Well, it wasn't.  A project at MIT called Pantheon was the source of the article.   Pantheon also uses analysis of Wikipedia data to rank the fame of historical figures.    I will confess to a little sense of Schadenfreude in reading the comments complaining about theie rankings, including:

  • Their bias towards Americans in particular and the Western world in general.
  • That they contain too few women in highly ranked places
  • Gleefully pointing out occasional mechanical misclassifications of individuals (particularly problematic was identifying John Wayne Gacy as a comedian instead of a serial killer)
  • Making too big a deal of small differences between rankings of closely matched people
  • Complaining that Wikipedia is not a reliable source to analyze world culture.
This all sounded very familiar, because these comments have been made about our rankings as well.

It seems worthwhile to compare our rankings and methodology with that underlying Pantheon.  There are several differences between our approaches to using Wikipedia as a resource:
  • Languages -- Pantheon makes use of the multiplicity of Wikipedia language editions in its analysis.   To be ranked as truly famous one must appear in at least 25 different language editions.  This would make the rankings more inclusive of world opinion than our English-only analysis, although reader comments still complain about the Anglo-centric bias of the results.
  • Variables -- Of the Wikipedia variables we employ in our rankings (two forms of PageRank, hits, edits, and article lengths), Pantheon only employs page hits.   Thus their notion of Fame is more akin to our notion of Celebrity (which loads heavily on hits).  Gravitas is the other component of historical significance, which we found loading most heavily on PageRank.   Thus we would expect their rankings to over-emphasize popular culture ahead of ours.
  • Corrections for Time -- Pantheon employs an exponential decay model of fame in an attempt to correct for the recency bias of fame.   This overcompensates for the passage of time: six of the Pantheon top ten were ancient Greeks, with three others (Jesus, Confucius, and Julius Caesar) living 2,000 or more years ago.   The most recent member of the Pantheon top ten only gets us to the Renaissance (Leonardo da Vinci).  Our aging model is more sophisticated, and calibrated to appearances of names in 200 years of scanned books / Google Ngrams.
  • Validation -- Their website includes an analysis of how their rankings compare to performance in three sports domains: Formula 1 racing, tennis, and swimming.  Our book discusses how our rankings compare to sports statistics (particularly with respect to baseball), but we also perform a more general set of validation tests, including correlations against 35 published rankings, prices of collectables including paintings and autographs, and public opinion polls.
To their credit, their website is fun to play with and features a host of interesting visualizations.

But how good are the rankings?  It is easy to cherry-pick any set of rankings for things that look weird.

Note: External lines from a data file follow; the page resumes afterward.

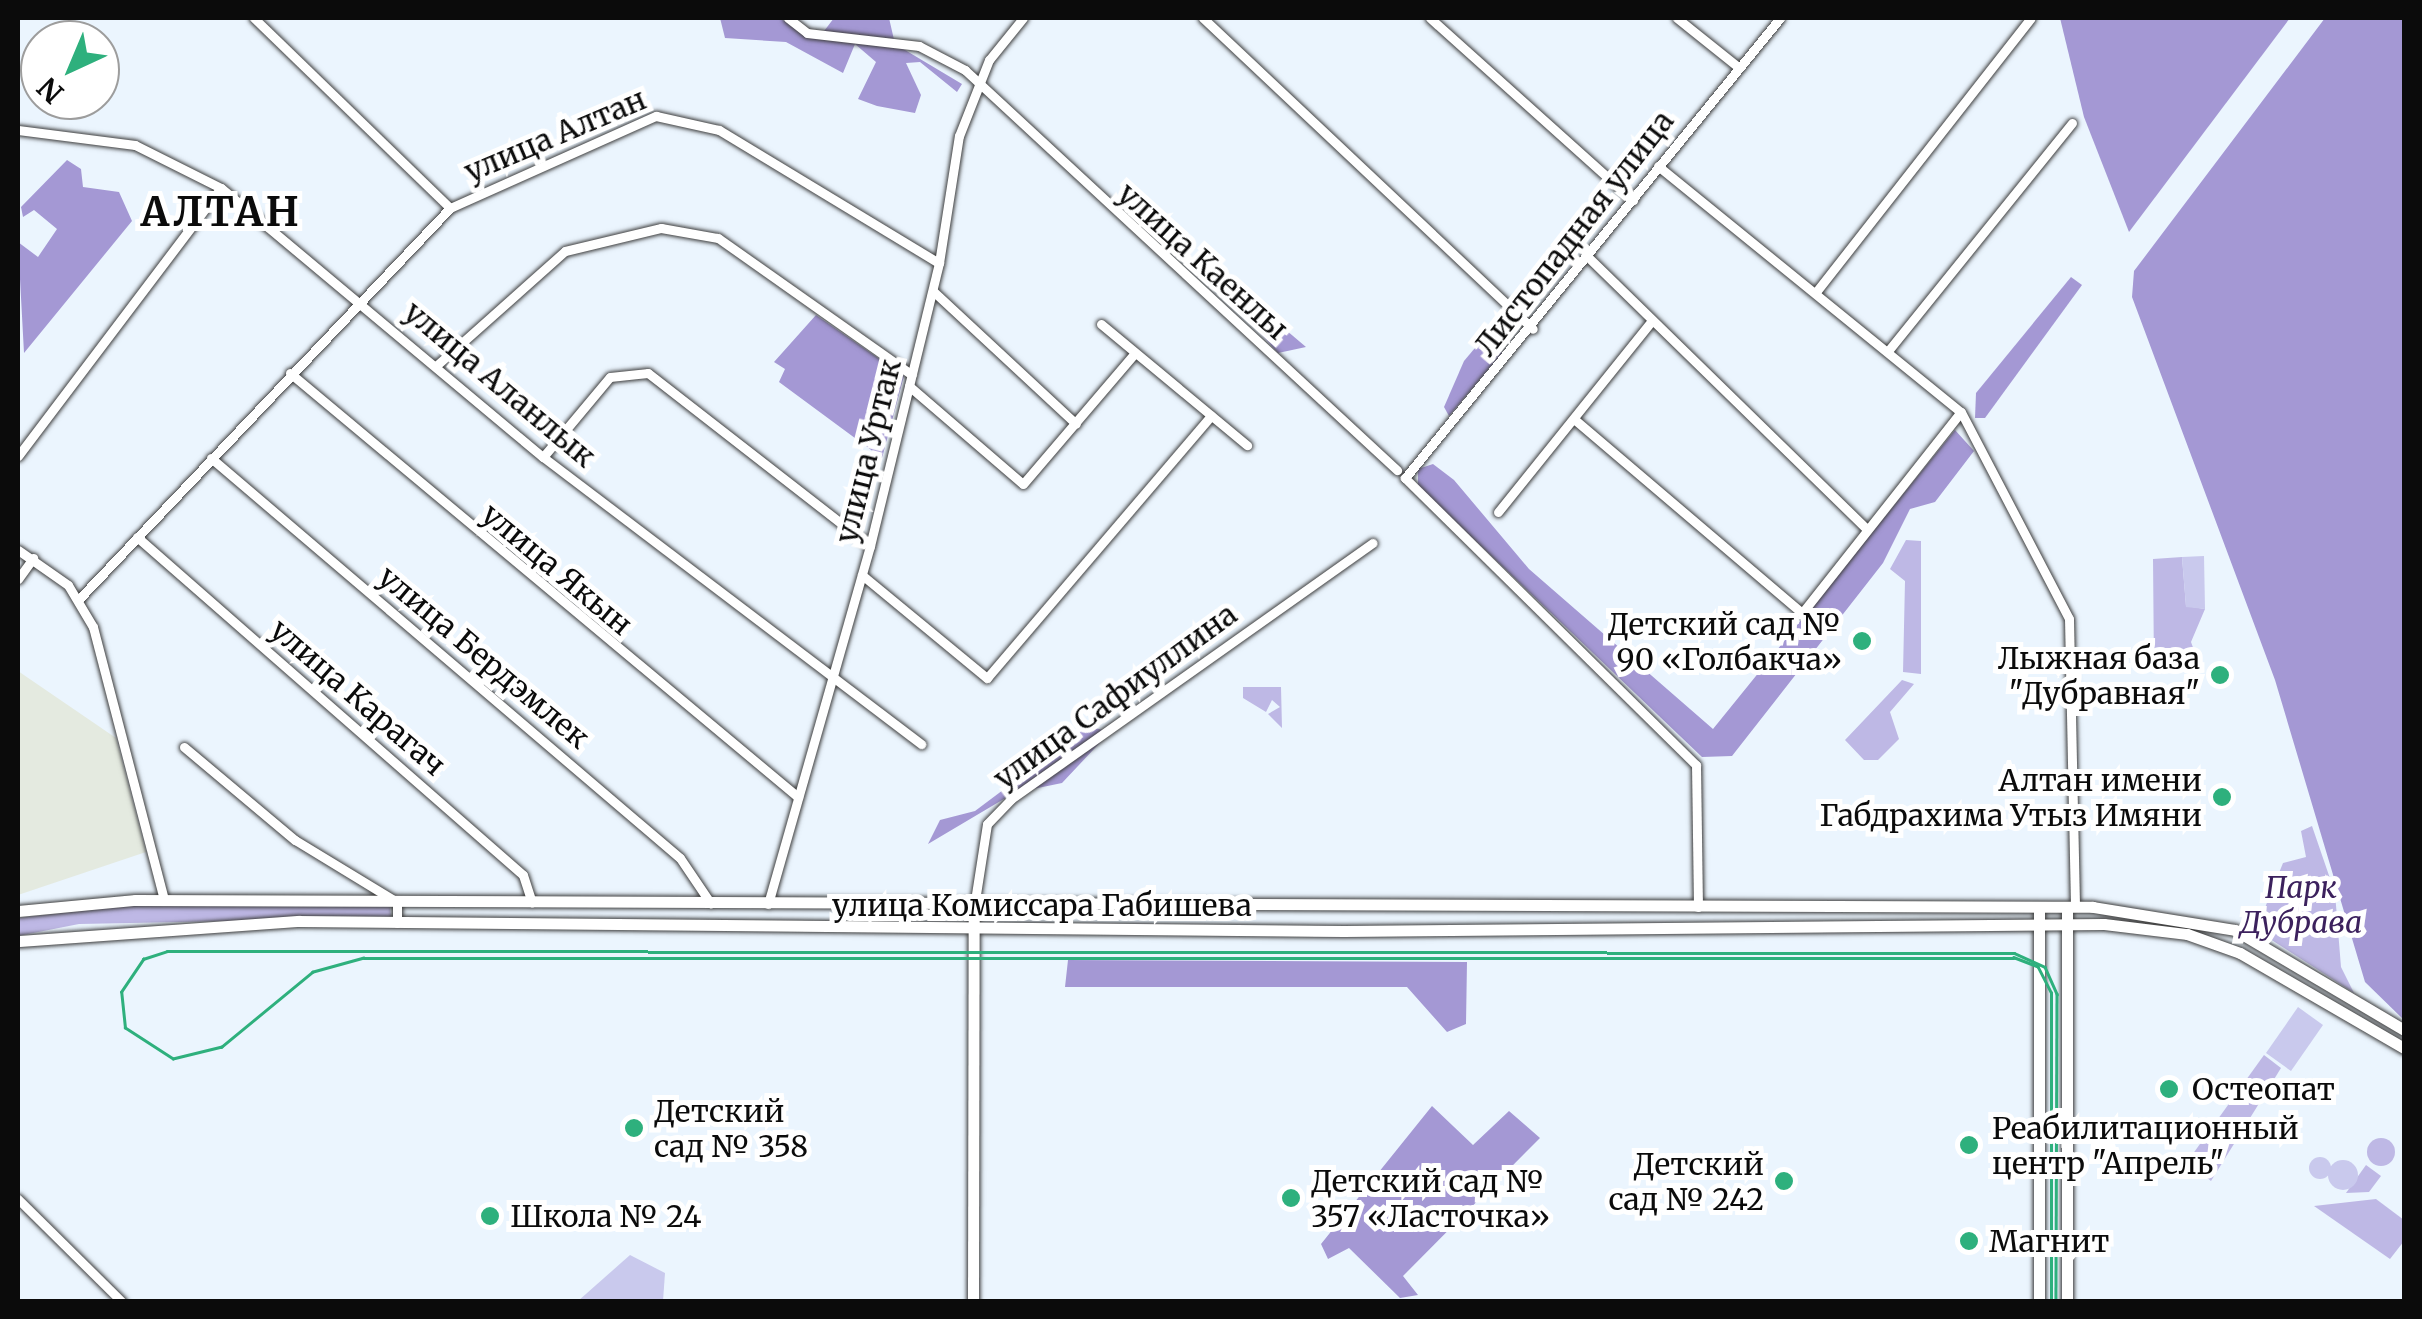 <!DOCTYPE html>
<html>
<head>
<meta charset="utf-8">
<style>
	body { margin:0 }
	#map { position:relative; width:2422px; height:1319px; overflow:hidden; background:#ebf5fe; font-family:Merriweather,serif }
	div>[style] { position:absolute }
	.industrial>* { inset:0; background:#e4eae0 }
	.green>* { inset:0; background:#beb8e5 }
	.round { border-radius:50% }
	.forest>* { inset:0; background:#a498d4 }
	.pitch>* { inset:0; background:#c9c9ed }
	.roads { filter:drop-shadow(0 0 2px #3e3e3e) drop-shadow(0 0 2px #3e3e3e) }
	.minor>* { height:9px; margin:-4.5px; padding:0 4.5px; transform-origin:4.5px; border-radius:4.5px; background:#fff }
	.tertiary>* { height:11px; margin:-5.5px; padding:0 5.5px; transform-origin:5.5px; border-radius:5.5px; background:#fff }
	.tram>* { height:2.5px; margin:-1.25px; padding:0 1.25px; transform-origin:1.25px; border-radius:1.25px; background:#2eb07d }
	.dots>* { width:28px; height:28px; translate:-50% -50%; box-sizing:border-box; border:5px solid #fff; border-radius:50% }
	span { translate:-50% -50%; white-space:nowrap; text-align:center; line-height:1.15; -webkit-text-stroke:10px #fff; paint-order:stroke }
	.street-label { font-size:30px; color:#0b0b0b }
	.poi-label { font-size:30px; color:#0b0b0b }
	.right { translate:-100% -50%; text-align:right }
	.left { translate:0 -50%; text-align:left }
	.park-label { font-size:30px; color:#3c215d; font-style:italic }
	.district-label { font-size:40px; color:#0b0b0b; font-weight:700; letter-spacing:2.5px }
	.frame { position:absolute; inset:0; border:20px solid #0b0b0b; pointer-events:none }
	.north { position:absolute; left:20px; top:20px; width:100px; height:100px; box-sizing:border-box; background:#fff; border:2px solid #9d9d9d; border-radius:50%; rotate:224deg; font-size:28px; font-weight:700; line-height:40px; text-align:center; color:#0b0b0b }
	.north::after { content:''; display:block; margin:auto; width:35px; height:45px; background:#2eb07d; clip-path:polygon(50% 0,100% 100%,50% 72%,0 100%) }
</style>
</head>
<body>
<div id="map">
	<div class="industrial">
		<div style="clip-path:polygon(18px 671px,116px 738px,146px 852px,18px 895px)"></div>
	</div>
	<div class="green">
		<div style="clip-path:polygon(1906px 540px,1921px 541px,1921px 674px,1903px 672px,1905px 581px,1890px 569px)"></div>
		<div style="clip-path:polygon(2182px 557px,2186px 606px,2205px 609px,2191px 642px,2202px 672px,2154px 670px,2153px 559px)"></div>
		<div style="clip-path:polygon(1902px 680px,1914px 684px,1890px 712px,1899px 739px,1878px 760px,1864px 760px,1845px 740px)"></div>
		<div style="clip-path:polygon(1243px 687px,1281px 687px,1282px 728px,1268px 714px,1280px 707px,1272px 700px,1266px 712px,1243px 698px)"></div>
		<div style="clip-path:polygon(2312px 826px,2335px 893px,2341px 967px,2354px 993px,2256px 930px,2283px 863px,2306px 857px,2301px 831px)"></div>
		<div style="clip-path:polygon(146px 903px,390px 906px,391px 918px,79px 924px,18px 936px,18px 918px)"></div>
		<div style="clip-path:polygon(2264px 1055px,2281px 1068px,2211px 1181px,2187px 1162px)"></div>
		<div class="round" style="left:2367px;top:1138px;width:28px;height:28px"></div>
		<div style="clip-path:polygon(2366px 1165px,2381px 1176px,2369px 1192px,2346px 1193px)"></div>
		<div style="clip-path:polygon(2376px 1199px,2404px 1220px,2404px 1241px,2390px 1259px,2314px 1206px)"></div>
	</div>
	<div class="forest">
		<div style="clip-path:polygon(720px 18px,779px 18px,818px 39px,834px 18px,889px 18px,895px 44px,962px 84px,957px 92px,920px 62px,906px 63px,921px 95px,915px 113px,877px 106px,858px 99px,876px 62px,855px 44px,843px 73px,786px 42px,725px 38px)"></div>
		<div style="clip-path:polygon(2060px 18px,2290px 18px,2129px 232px,2084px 117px)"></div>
		<div style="clip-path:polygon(2325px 18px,2404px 18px,2404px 1020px,2365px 982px,2275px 680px,2132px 297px,2134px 271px)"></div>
		<div style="clip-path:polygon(67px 160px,81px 169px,83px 187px,119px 192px,132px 221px,24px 353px,18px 242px,38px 257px,57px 229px,34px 210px,23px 217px,21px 207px)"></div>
		<div style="clip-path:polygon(2071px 277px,2082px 285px,1985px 418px,1975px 418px,1976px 393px)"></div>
		<div style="clip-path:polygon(1267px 309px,1273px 319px,1306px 347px,1278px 353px,1240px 311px)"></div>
		<div style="clip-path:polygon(816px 315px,904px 376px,882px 458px,779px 382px,785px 369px,774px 362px)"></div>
		<div style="clip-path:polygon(1485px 336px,1502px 353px,1449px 416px,1444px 407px,1464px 361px)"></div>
		<div style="clip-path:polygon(1955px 430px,1974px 451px,1935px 502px,1910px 509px,1883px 563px,1732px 756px,1702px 757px,1418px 486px,1418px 469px,1433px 464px,1454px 480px,1529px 569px,1713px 729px)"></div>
		<div style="clip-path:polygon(1088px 726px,1110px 732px,1062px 783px,1014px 793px,928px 844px,940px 820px,975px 811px)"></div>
		<div style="clip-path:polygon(1068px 960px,1467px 962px,1466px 1024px,1447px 1032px,1407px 987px,1065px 987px)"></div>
		<div style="clip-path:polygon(1432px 1106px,1473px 1145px,1509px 1111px,1540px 1138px,1403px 1276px,1418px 1295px,1400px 1298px,1349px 1248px,1328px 1259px,1321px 1244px)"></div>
	</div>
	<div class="pitch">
		<div style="clip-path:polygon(2204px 556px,2205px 609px,2186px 607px,2182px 557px)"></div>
		<div style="clip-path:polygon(2298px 1007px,2323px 1025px,2291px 1071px,2266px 1053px)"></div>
		<div class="round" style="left:2309px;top:1157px;width:22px;height:22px"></div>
		<div class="round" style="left:2328px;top:1160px;width:30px;height:30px"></div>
		<div style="clip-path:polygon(630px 1255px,665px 1273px,663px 1301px,578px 1301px)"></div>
	</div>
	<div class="roads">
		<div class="minor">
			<div style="left:254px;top:18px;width:273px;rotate:44.1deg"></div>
			<div style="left:788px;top:18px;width:24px;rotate:38deg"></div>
			<div style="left:807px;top:33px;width:113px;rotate:6.6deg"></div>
			<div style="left:919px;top:46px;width:52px;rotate:27.6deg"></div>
			<div style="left:965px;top:70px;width:589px;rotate:42.8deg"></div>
			<div style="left:1203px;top:18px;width:453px;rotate:43.3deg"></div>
			<div style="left:1430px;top:18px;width:273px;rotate:41.9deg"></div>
			<div style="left:1677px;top:18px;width:77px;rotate:38.7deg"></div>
			<div style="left:18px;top:130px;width:118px;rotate:7.3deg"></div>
			<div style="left:135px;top:145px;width:96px;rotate:26.6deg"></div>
			<div style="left:221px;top:188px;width:420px;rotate:39.9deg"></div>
			<div style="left:543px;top:457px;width:475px;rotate:37.2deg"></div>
			<div style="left:1658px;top:166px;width:390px;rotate:39.1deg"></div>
			<div style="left:1961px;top:412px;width:233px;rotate:62.4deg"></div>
			<div style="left:2069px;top:619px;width:288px;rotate:88.8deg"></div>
			<div style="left:1589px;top:258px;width:388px;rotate:44.3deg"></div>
			<div style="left:933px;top:291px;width:195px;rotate:42.9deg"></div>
			<div style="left:1816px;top:292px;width:348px;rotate:-51.9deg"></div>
			<div style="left:1101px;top:324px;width:190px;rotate:39.7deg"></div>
			<div style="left:1888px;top:351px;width:293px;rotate:-51.1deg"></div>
			<div style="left:437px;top:365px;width:171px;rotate:-41.7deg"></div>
			<div style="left:565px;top:251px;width:99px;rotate:-13.5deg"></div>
			<div style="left:661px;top:228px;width:58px;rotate:10deg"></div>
			<div style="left:718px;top:238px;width:237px;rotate:35.2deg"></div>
			<div style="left:290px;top:373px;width:662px;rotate:39.85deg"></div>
			<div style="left:909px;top:386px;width:150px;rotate:40.7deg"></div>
			<div style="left:1023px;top:484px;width:172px;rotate:-49.5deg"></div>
			<div style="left:1574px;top:419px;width:299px;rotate:40.4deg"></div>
			<div style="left:1802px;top:613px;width:256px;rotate:-51.7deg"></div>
			<div style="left:18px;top:456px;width:336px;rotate:-52.9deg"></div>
			<div style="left:543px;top:457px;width:104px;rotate:-50.1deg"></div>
			<div style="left:610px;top:377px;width:38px;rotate:-6deg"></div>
			<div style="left:648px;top:373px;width:281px;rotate:37.9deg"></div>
			<div style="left:211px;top:458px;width:616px;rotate:40.46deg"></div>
			<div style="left:680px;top:858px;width:55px;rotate:56deg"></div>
			<div style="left:1498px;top:512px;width:244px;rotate:-51.2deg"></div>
			<div style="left:137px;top:537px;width:513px;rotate:41.21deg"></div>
			<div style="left:523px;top:875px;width:29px;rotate:72deg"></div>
			<div style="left:18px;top:550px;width:61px;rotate:35deg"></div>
			<div style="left:68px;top:585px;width:49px;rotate:59.2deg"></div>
			<div style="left:93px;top:627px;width:282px;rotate:75.4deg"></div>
			<div style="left:862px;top:575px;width:162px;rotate:39.5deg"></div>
			<div style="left:987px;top:678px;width:345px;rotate:-49.5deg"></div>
			<div style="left:18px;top:579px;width:26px;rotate:-54deg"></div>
			<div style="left:79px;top:599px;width:539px;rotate:-46.5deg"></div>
			<div style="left:450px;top:208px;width:226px;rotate:-24.1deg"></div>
			<div style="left:656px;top:116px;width:65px;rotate:12.5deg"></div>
			<div style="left:719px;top:130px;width:257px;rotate:31.2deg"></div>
			<div style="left:184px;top:747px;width:145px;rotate:40deg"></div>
			<div style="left:295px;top:840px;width:119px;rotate:31.3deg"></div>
			<div style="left:397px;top:902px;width:21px;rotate:90deg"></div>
			<div style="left:768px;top:904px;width:372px;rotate:-74.1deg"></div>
			<div style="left:870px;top:546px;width:291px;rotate:-76.3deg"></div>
			<div style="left:939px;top:263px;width:129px;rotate:-81.1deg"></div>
			<div style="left:959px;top:136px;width:82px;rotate:-68.5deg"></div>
			<div style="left:989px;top:60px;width:54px;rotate:-51deg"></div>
			<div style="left:974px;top:907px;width:84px;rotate:-81.1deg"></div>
			<div style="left:987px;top:824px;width:35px;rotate:-46deg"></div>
			<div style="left:1011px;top:799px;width:443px;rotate:-35.3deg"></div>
			<div style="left:1698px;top:907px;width:142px;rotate:-90.8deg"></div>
			<div style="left:1696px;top:765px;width:409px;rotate:-135.4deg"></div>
			<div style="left:1405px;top:478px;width:593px;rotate:-50.81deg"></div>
			<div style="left:18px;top:1199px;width:146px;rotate:44.7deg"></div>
		</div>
		<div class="tertiary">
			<div style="left:18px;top:911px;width:118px;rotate:-5.4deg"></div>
			<div style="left:135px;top:900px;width:1958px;rotate:0.2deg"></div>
			<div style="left:2093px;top:907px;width:144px;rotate:9.2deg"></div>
			<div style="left:2235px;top:930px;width:196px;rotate:30.6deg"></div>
			<div style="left:18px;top:941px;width:281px;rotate:-4.1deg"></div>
			<div style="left:298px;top:921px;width:1046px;rotate:0.55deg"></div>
			<div style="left:1344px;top:931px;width:760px;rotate:-0.53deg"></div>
			<div style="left:2104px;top:924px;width:84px;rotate:6.9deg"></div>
			<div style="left:2187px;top:934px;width:56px;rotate:19.7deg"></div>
			<div style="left:2240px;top:953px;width:190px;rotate:30.1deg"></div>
			<div style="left:973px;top:1302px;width:395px;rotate:-89.9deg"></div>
			<div style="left:2039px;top:1302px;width:394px;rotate:-90deg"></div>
			<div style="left:2067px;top:1302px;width:395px;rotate:-90deg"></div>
		</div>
	</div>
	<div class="tram">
		<div style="left:2051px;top:1302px;width:309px;rotate:-90deg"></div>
		<div style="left:2051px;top:993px;width:29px;rotate:-117deg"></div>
		<div style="left:2038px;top:967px;width:26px;rotate:-159deg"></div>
		<div style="left:2014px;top:958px;width:1650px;rotate:180deg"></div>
		<div style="left:364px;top:958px;width:53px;rotate:164.6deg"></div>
		<div style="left:313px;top:972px;width:118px;rotate:140.5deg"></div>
		<div style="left:222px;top:1047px;width:50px;rotate:166.2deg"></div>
		<div style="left:173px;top:1059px;width:57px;rotate:-147.1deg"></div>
		<div style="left:125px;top:1028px;width:36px;rotate:-96deg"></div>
		<div style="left:121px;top:992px;width:40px;rotate:-56deg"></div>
		<div style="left:143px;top:959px;width:25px;rotate:-18deg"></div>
		<div style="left:167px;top:951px;width:1847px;rotate:0.06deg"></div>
		<div style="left:2014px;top:953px;width:34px;rotate:24deg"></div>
		<div style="left:2045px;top:967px;width:30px;rotate:66deg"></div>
		<div style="left:2057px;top:994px;width:308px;rotate:90.2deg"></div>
	</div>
	<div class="dots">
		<div style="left:1862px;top:641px;background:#2eb07d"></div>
		<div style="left:2220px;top:675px;background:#2eb07d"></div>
		<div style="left:2222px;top:797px;background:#2eb07d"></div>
		<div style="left:2169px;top:1089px;background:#2eb07d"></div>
		<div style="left:634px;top:1128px;background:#2eb07d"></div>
		<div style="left:1969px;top:1145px;background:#2eb07d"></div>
		<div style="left:1784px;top:1181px;background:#2eb07d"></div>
		<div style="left:1291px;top:1198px;background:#2eb07d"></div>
		<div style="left:490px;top:1216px;background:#2eb07d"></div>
		<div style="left:1969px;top:1241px;background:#2eb07d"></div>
	</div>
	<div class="street-label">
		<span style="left:555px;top:135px;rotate:-23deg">улица Алтан</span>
		<span style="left:1574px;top:233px;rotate:-52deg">Листопадная улица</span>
		<span style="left:1203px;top:261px;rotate:42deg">улица Каенлы</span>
		<span style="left:500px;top:384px;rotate:40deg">улица Аланлык</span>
		<span style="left:868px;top:451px;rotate:-76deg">улица Уртак</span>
		<span style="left:557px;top:569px;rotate:40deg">улица Якын</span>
		<span style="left:484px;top:657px;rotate:40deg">улица Бердэмлек</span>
		<span style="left:1115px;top:696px;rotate:-36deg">улица Сафиуллина</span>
		<span style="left:358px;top:697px;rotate:41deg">улица Карагач</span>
		<span style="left:1042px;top:905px">улица Комиссара Габишева</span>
	</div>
	<div class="poi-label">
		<span class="right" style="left:1842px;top:641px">Детский сад №<br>90 «Голбакча»</span>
		<span class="right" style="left:2200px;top:675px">Лыжная база<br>"Дубравная"</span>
		<span class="right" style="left:2202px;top:797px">Алтан имени<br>Габдрахима Утыз Имяни</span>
		<span class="left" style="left:2192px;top:1089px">Остеопат</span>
		<span class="left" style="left:654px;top:1128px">Детский<br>сад № 358</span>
		<span class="left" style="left:1992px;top:1145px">Реабилитационный<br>центр "Апрель"</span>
		<span class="right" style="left:1764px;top:1181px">Детский<br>сад № 242</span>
		<span class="left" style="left:1311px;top:1198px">Детский сад №<br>357 «Ласточка»</span>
		<span class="left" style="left:510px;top:1216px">Школа № 24</span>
		<span class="left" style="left:1989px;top:1241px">Магнит</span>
	</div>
	<div class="park-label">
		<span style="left:2301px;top:904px">Парк<br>Дубрава</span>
	</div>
	<div class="district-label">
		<span style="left:221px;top:212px">АЛТАН</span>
	</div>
	<div class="frame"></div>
	<div class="north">N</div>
</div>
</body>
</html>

They name Rasmus Lerdorf (developer of the programming language PhP, who frankly I had never heard of) among their top 11,000 people, on the strength of being in more than 25 Wikipedia editions (he is actually in 31).  By comparison, we have him as the 51,670th most significant figure.  They rank Justin Bieber at 671 to our 8633, and Johnny Depp at 203 to our 2739, suggesting an over-emphasis of celebrity at the expense of gravitas.

But the right way to compare rankings is through validation measures.   This takes work, but I hope we can do such a study soon.  We will report our results here when we do.